Dibujar con la voz el misterio y la poesía de las cosas sutiles, aparentemente simples, en una conversación de hilo común es algo que muy pocos logran conseguir y suele alcanzarlo solo algún privilegiado, como es el caso del poeta Antonio Gala, que lo hace a menudo, con naturalidad, mostrándonos así la verdadera dimensión de un escritor insólito y genuino para el que no existe nunca ni un obstáculo a la hora de hablar usando las palabras de una manera cálida y genuina, como si las estrenase de repente por primera vez, adelantándose a la génesis del espacio habitable de nuestro hermoso idioma, creando un lenguaje novísimo en su esencia, un lenguaje asistido por una luz de asombro.
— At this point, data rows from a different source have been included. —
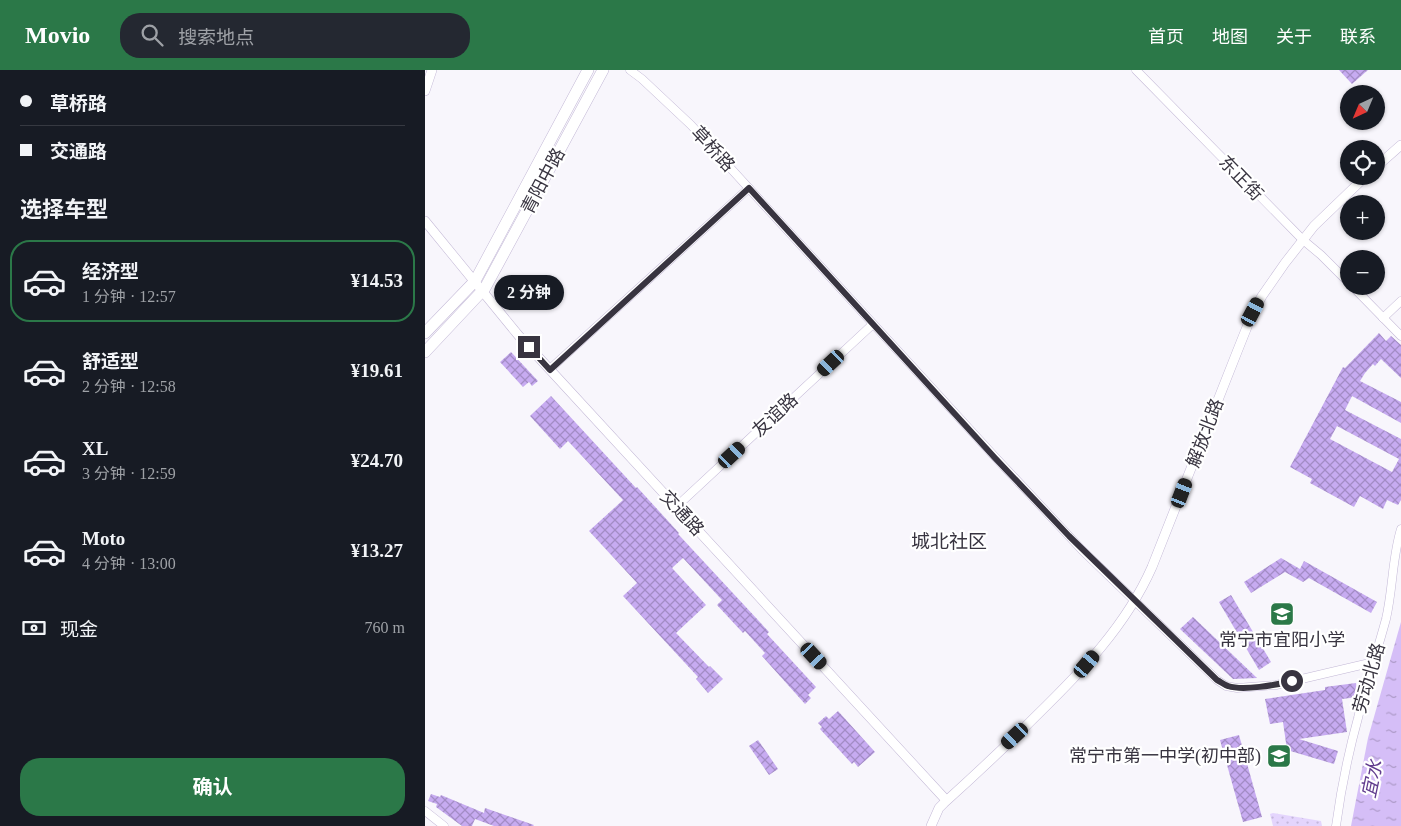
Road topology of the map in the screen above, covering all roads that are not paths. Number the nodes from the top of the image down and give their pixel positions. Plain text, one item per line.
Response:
1 (432, 70) edge
2 (589, 70) edge
3 (603, 70) edge
4 (630, 70) edge
5 (1135, 70) edge
6 (425, 91) edge
7 (1401, 145) edge
8 (1385, 159) edge
9 (1357, 185) edge
10 (749, 188) junction
11 (425, 221) edge
12 (1303, 240) junction
13 (1340, 274) edge
14 (475, 281) junction
15 (482, 291) junction
16 (1361, 295) edge
17 (1401, 301) edge
18 (1383, 318) junction
19 (873, 324) junction
20 (425, 333) edge
21 (1401, 336) edge
22 (425, 352) edge
23 (550, 370) junction
24 (676, 507) junction
25 (1401, 529) edge
26 (1135, 601) junction
27 (1373, 662) junction
28 (946, 800) junction
29 (425, 811) edge
30 (445, 826) edge
31 (931, 826) edge
32 (1336, 826) edge

1 - 6 street
2 - 14 main road, 青阳中路
3 - 15 main road, 青阳中路
4 - 10 street, 草桥路
5 - 12 street, 东正街
7 - 8 street
9 - 12 street, 解放北路
10 - 19 street, 草桥路
10 - 23 street
11 - 14 street, 交通路
12 - 13 street, 东正街
12 - 26 street, 解放北路
14 - 15 street, 交通路
14 - 20 main road, 青阳中路
15 - 22 main road, 青阳中路
15 - 23 street, 交通路
16 - 18 street
17 - 18 street
18 - 21 street
19 - 24 street, 友谊路
19 - 26 street, 草桥路
23 - 24 street, 交通路
24 - 28 street, 交通路
25 - 27 street, 劳动北路
26 - 27 street, 草桥路
26 - 28 street, 解放北路
27 - 32 street, 劳动北路
28 - 31 street, 解放北路
29 - 30 street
Sus frases, cosidas por minúsculos silencios, despiden siempre un grato resplandor. Hablar derramando poesía cristalina, esencialidad lumínica, no es fácil. Y, sin embargo, Gala lo consigue: en su palabra encendida hay bosques de oro, diamantinos jilgueros, ingrávidos neblíes componiendo un hermoso templo sensorial que nos acoge en su armónico misterio, abriendo nuevas ventanas en nuestro espíritu, oquedades abiertas a una blanda eternidad, una eternidad próxima y terrena. Ningún escritor ha logrado ese milagro, pero él lo consigue de un modo elegantísimo, con naturalidad y sin afectación, como si en su palabra hirviese un manantial de húmedas emociones e ideas sutiles, ágiles como líricas gacelas, que saltan gozosas en nuestro corazón cubriéndonos el alma de delicadeza. Antonio Gala, poeta de lo azul, es un prestidigitador de la oratoria, un tierno alquimista de la palabra en vuelo. Él edifica un espacio paralelo de belleza y poesía, de sutil delicadeza, cuando al hablar, frente a su interlocutor, va urdiendo oraciones y frases insólitas, novísimas, embutiendo el lenguaje en un vestido esbelto e inédito que emociona y subyuga a quienes lo escuchamos por el emotivo lirismo que desprende.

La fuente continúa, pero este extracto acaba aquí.